Saturday, June 14th 2014, 6PM
16 Beaver, 4th Floor, New York, NY 10004

I. Resistance in the Rockaways

This Monday, construction began on the Rockaway Delivery Lateral Project, a pipeline that will bring hydro-fracked “natural gas” into New York City, furthering our material complicity in the decimation of rural land and water and the exacerbation of the global ecological crisis. Recently, discussions have taken place with residents of the Rockaways, urban gardeners, and Native American groups whose activities, lives, and sense of place will be disrupted by construction and the pipeline, as well as activists who have exhausted avenues for intervention in the regulatory process but remain fervent in their opposition to the project.
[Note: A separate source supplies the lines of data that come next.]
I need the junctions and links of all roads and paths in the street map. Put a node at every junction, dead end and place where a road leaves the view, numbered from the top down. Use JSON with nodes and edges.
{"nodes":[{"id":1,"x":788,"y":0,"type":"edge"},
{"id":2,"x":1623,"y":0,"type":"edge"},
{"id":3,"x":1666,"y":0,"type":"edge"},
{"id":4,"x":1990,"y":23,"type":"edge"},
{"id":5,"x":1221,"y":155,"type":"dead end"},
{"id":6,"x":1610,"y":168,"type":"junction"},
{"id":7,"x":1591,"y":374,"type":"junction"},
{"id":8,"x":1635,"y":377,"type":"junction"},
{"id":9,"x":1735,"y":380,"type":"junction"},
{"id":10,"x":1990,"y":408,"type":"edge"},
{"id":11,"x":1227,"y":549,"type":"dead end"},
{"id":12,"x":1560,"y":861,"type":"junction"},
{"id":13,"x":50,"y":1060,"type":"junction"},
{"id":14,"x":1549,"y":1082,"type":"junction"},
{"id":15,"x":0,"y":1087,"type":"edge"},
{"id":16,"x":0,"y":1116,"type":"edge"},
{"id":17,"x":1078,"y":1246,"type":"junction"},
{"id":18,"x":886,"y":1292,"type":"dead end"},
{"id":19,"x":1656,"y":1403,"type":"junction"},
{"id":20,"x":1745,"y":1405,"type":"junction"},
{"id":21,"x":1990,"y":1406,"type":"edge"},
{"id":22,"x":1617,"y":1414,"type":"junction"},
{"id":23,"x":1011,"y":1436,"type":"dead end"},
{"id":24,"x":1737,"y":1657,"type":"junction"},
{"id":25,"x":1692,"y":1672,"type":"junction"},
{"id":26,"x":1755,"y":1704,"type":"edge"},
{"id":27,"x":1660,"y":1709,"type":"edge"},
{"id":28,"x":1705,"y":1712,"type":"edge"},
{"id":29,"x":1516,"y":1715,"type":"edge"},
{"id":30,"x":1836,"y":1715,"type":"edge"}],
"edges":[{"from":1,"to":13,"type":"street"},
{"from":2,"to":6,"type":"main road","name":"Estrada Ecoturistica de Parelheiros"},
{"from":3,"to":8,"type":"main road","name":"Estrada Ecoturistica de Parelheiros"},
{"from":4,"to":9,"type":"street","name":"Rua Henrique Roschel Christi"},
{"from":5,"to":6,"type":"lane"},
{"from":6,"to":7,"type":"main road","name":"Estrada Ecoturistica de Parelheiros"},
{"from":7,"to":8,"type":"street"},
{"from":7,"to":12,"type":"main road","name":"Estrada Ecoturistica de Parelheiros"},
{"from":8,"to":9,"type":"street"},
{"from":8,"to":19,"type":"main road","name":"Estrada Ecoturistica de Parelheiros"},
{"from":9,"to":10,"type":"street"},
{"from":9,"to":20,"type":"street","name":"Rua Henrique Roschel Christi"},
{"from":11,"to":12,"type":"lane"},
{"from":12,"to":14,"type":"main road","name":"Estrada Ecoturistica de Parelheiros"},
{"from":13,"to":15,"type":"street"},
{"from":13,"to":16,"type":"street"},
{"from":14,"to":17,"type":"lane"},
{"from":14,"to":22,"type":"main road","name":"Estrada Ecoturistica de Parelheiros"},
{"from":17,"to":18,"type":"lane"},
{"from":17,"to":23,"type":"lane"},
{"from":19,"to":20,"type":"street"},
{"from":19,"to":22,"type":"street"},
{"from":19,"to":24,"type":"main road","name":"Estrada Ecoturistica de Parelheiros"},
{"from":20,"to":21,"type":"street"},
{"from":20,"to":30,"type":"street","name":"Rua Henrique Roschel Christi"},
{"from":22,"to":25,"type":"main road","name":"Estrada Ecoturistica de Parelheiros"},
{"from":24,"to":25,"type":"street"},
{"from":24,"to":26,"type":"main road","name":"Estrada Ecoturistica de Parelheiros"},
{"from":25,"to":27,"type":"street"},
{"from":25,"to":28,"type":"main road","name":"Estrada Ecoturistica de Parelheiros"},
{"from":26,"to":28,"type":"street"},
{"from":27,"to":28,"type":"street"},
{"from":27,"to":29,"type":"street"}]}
This Saturday we hope to involve more people and networks in a conversation about building long-term resistance in the Rockaways, comparable to struggles against infrastructure in Europe (No TAV in Italy http://libcom.org/history/italy-brief-history-no-tav-movement, struggles against gold and copper mining in Greece https://antigoldgr.wordpress.com/, and the ZAD in France http://zad.nadir.org/?lang=en) as well as recent indigenous resistance against extraction in the United States and Canada (https://warriorpublications.wordpress.com/).

What kinds of relationships need to be developed with residents of the area immediately affected by the pipeline, as well as those affected by the forms of extraction it promotes, in order to build a movement that can last for longer than a few hours, days, or weeks? How can resistance to the project coalesce with struggles residents are already engaged in against gentrification and exploitative development and for affordable housing, alternative economic models, and resilient building? How can the struggles against the pipeline be animated and sustained? And how to create, as have the longer-term struggles that currently inform our sense of what is possible, a relationship and sensitivity to place already felt by residents, gardeners, indigenous groups, and others?

II. Occupy 2.0: People’s Climate March September 2014

On the horizon for this nascent movement is a call that has been put out by 350.org and other groups for a major convergence (“the largest single event on climate that has been organized to date”) in New York September 20th-21st in advance of the United Nations Climate Summit called by UN secretary Ban Ki Moon on September 23rd (http://www.rollingstone.com/politics/news/a-call-to-arms-an-invitation-to-demand-action-on-climate-change-20140521, http://peoplesclimatemarch.org/).

The call puts those hoping to resist in the Rockaways in a similar position to the whatever singularities and commoners responding to Adbusters’ call for a “Tahrir moment” on September 17th over the summer of 2011.

In this case, a mainstream organizations has framed a march around a broad platform of demands addressed to world leaders for more sustainable management of the global economy. The call presents an opportunity to frame our responsibility to human and non-human life in terms of territory and resistance rather than economic management and political representation, in terms of our material capacity to sustain ourselves autonomously from the State, Capital and in resistance to its infrastructure (often where the two – Capital and State meet).

As the Occupation of Wall Street opened up a space that gestured at the possibility of living otherwise, we would hope Defend Rockaway would become a space in which reproducing life in the absence of corporate agriculture, fossil fuels, pipelines, private property, rent, wage labor, and political representation would become a real possibility, one that could spread to other parts of the city and beyond.